As far as Prodigy mainman Liam Howlett is concerned the feeling was mutual. "We have always had an inbuilt dislike for the way major labels operate," he says. "And having met most of them, we did not want to become just part of their machine. Our aim was always to set up our own label imprint [Ragged Flag Records] and Cooking Vinyl have backed us fully. Staying independent was the most important thing."

Staying independent is what Cooking Vinyl is all about. The company has, after all, achieved remarkable success, entirely on its own terms, ever since it started trading in 1986. Back then, recorded music was bought and sold primarily through the medium of the vinyl disc. Hence the cool name. And in those days the only practical way of copying a recording or listening to music on the move, was by means of a tape cassette. The CD was in its infancy, while the broader ramifications of the newly emerging digital technology were, by and large, unimaginable.

The music industry has since changed beyond recognition. The CD is ubiquitous. Music is bought, sold and shared online, and burnt offline. Many great independent record companies have either merged, splintered been swallowed up by the majors or died. For an entirely independent label to have survived intact over a period of such intense upheaval is impressive. But to have thrived, as Cooking Vinyl has, and to now be enjoying the biggest success in its history, is an achievement that defies all the odds. Even the name is cooler than ever!

The label was set up by former manager and booking agent Goldschmidt and distribution manager Pete Lawrence, who initially ran the business as a part-time venture out of a spare room in Goldschmidt's council house in Stockwell, South London. In 1986, Cooking Vinyl famously recorded an impromptu live performance around a campfire at a folk festival by the singer Michelle Shocked on a portable cassette machine with fading batteries. The label released the recording as The Campfire Tapes, and it sold 250,000 copies worldwide.

Today Cooking Vinyl employs twelve people full time and has its headquarters in Acton, West London. The company runs a flourishing mail order operation, and does its own press, marketing, online marketing and sales, in house.
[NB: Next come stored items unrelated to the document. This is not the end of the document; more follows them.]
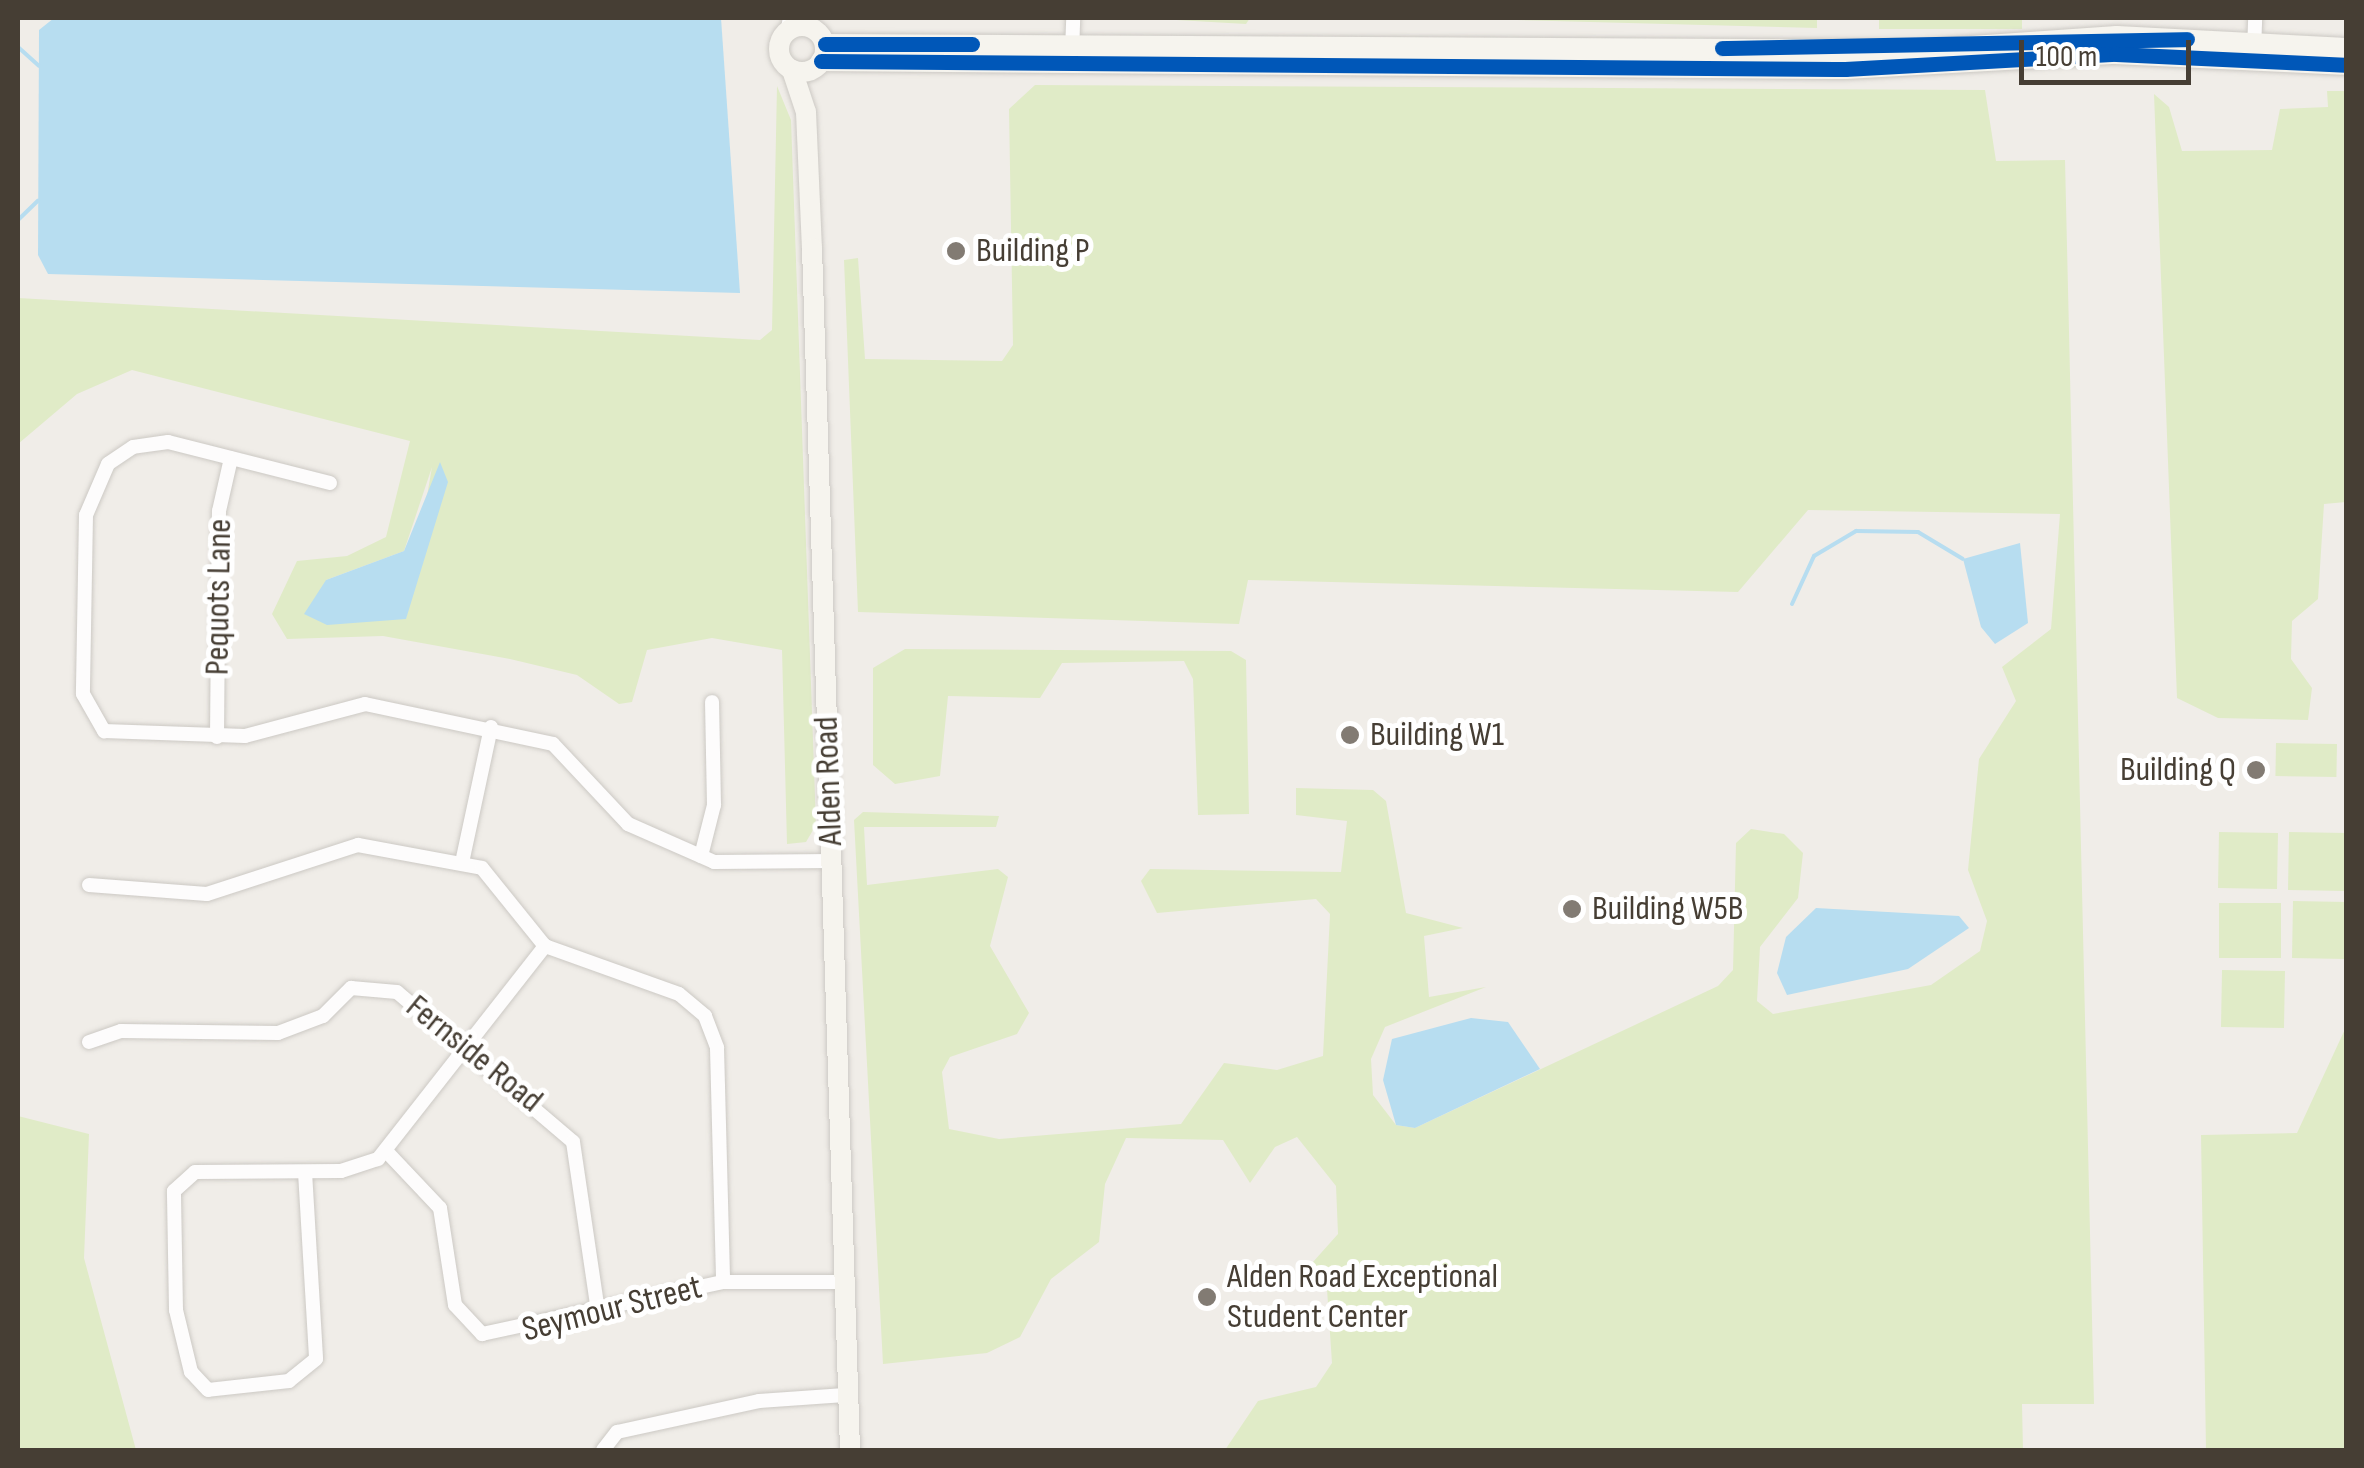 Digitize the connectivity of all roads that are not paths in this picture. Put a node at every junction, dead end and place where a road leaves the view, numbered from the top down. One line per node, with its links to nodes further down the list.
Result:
1 (1073, 18): 7 (street)
2 (2255, 18): 6 (street)
3 (788, 25): 4 (street); 9 (street, Alden Road)
4 (817, 43): 7 (street); 9 (street); 10 (street, Alden Road)
5 (2346, 48): 6 (street)
6 (2254, 50): 7 (street); 8 (street)
7 (1072, 52)
8 (2346, 65)
9 (792, 70): 10 (street, Alden Road)
10 (806, 112): 18 (street, Alden Road)
11 (231, 458): 12 (street); 15 (street, Pequots Lane); 15 (street)
12 (330, 483)
13 (712, 702): 16 (street)
14 (491, 727): 15 (street); 16 (street); 17 (street)
15 (217, 737)
16 (701, 856): 18 (street)
17 (463, 858): 19 (street); 20 (street)
18 (831, 861): 26 (street, Alden Road)
19 (89, 885)
20 (545, 946): 22 (street); 25 (street)
21 (90, 1042): 22 (street, Fernside Road)
22 (465, 1048): 23 (street); 27 (street, Fernside Road)
23 (386, 1152): 24 (street); 27 (street, Seymour Street)
24 (306, 1172): 24 (street)
25 (723, 1282): 26 (street, Seymour Street); 27 (street, Seymour Street)
26 (840, 1282): 28 (street, Alden Road)
27 (598, 1311)
28 (845, 1395): 29 (street); 30 (street, Alden Road)
29 (603, 1450)
30 (850, 1450) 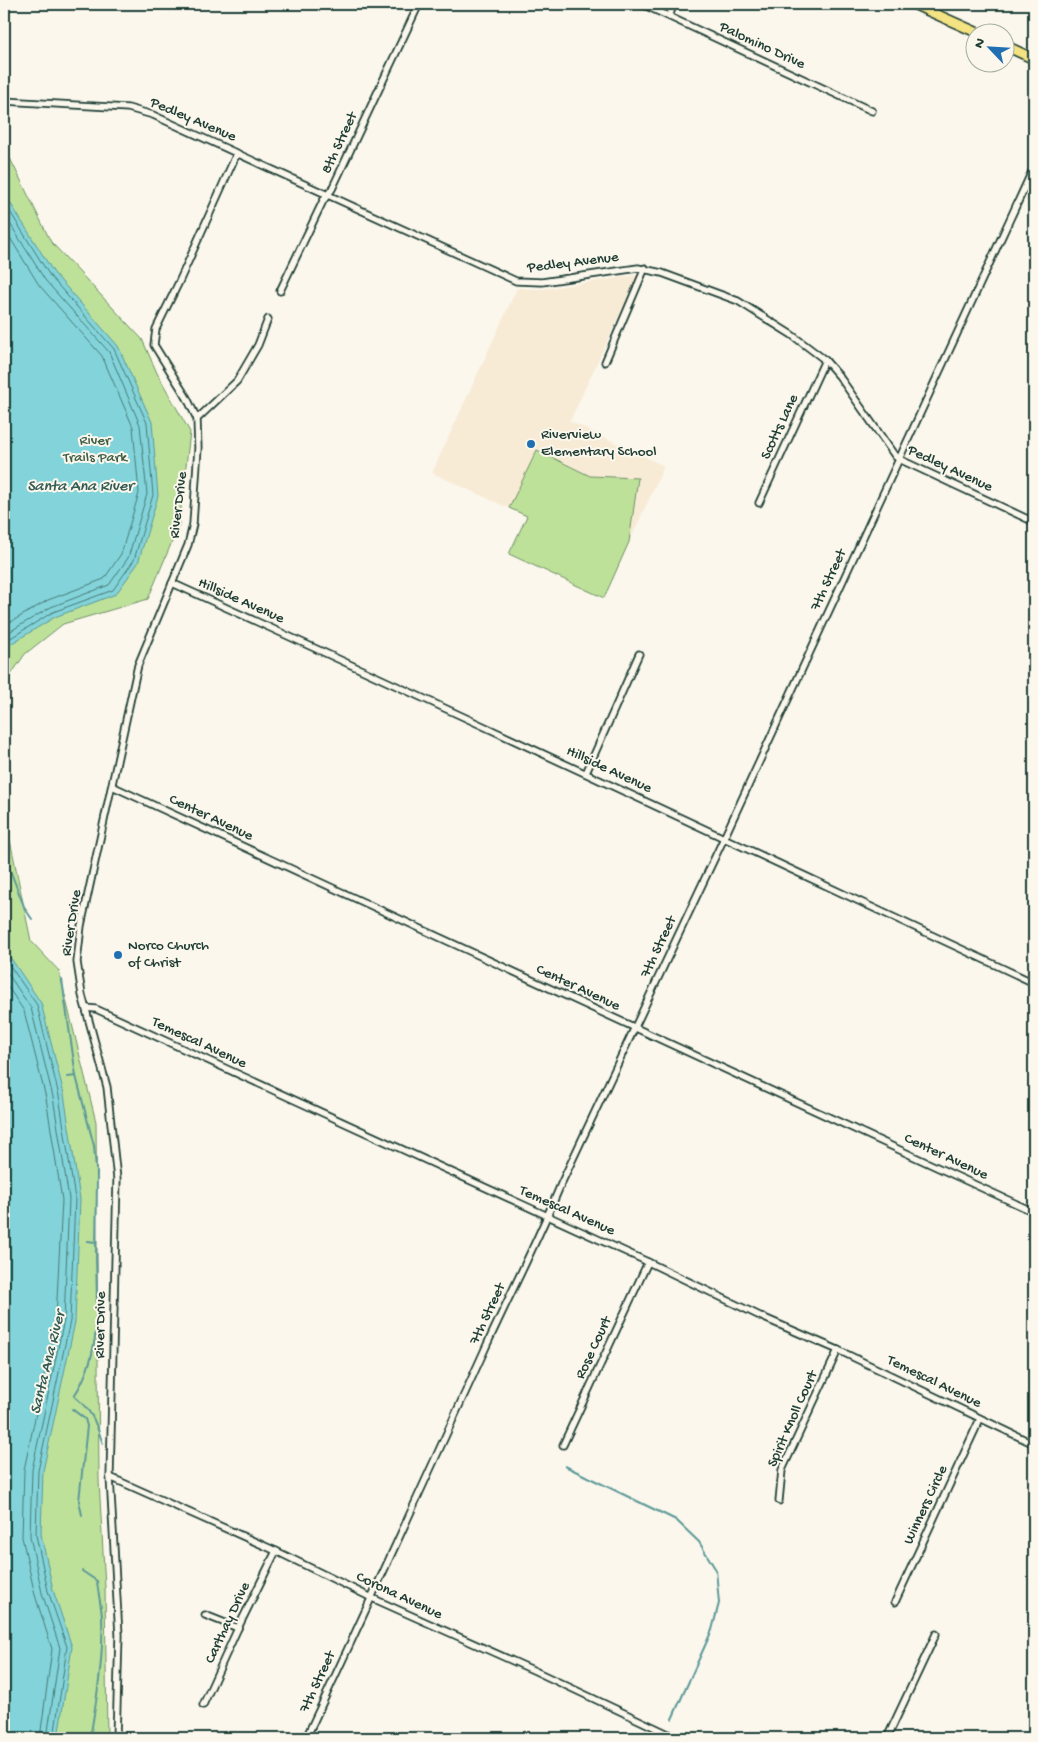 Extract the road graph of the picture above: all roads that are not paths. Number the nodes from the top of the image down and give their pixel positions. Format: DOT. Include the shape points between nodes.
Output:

It has a fully developed international network in place and its own Cooking Vinyl companies in America and Germany. It currently has more records licensed in China than any other independent label. And if the hardcore electronica of the Prodigy seems a long way removed from the homespun folk roots of Michelle Shocked, think again.

"The Prodigy are a classic Cooking Vinyl band," Goldschmidt says. "We've always tried to do stuff that we loved, and that had an edge to it. They've got a very sharp edge to them, but they are not going to get trapped in any ghetto. They cross over into the mainstream because what they do musically, is so strong. Michelle Shocked was in a very similar position. She could easily have got stuck in the folk ghetto, but what she did was so strong that it transcended that and made it on to the main stage. We have a tradition of working with acts like Billy Bragg, Frank Black, Echo and the Bunnymen, Cowboy Junkies, Ryan Adams, Ziggy Marley, Richard Thompson and many others who have got total credibility in their field, but have not got stuck in a particular ghetto."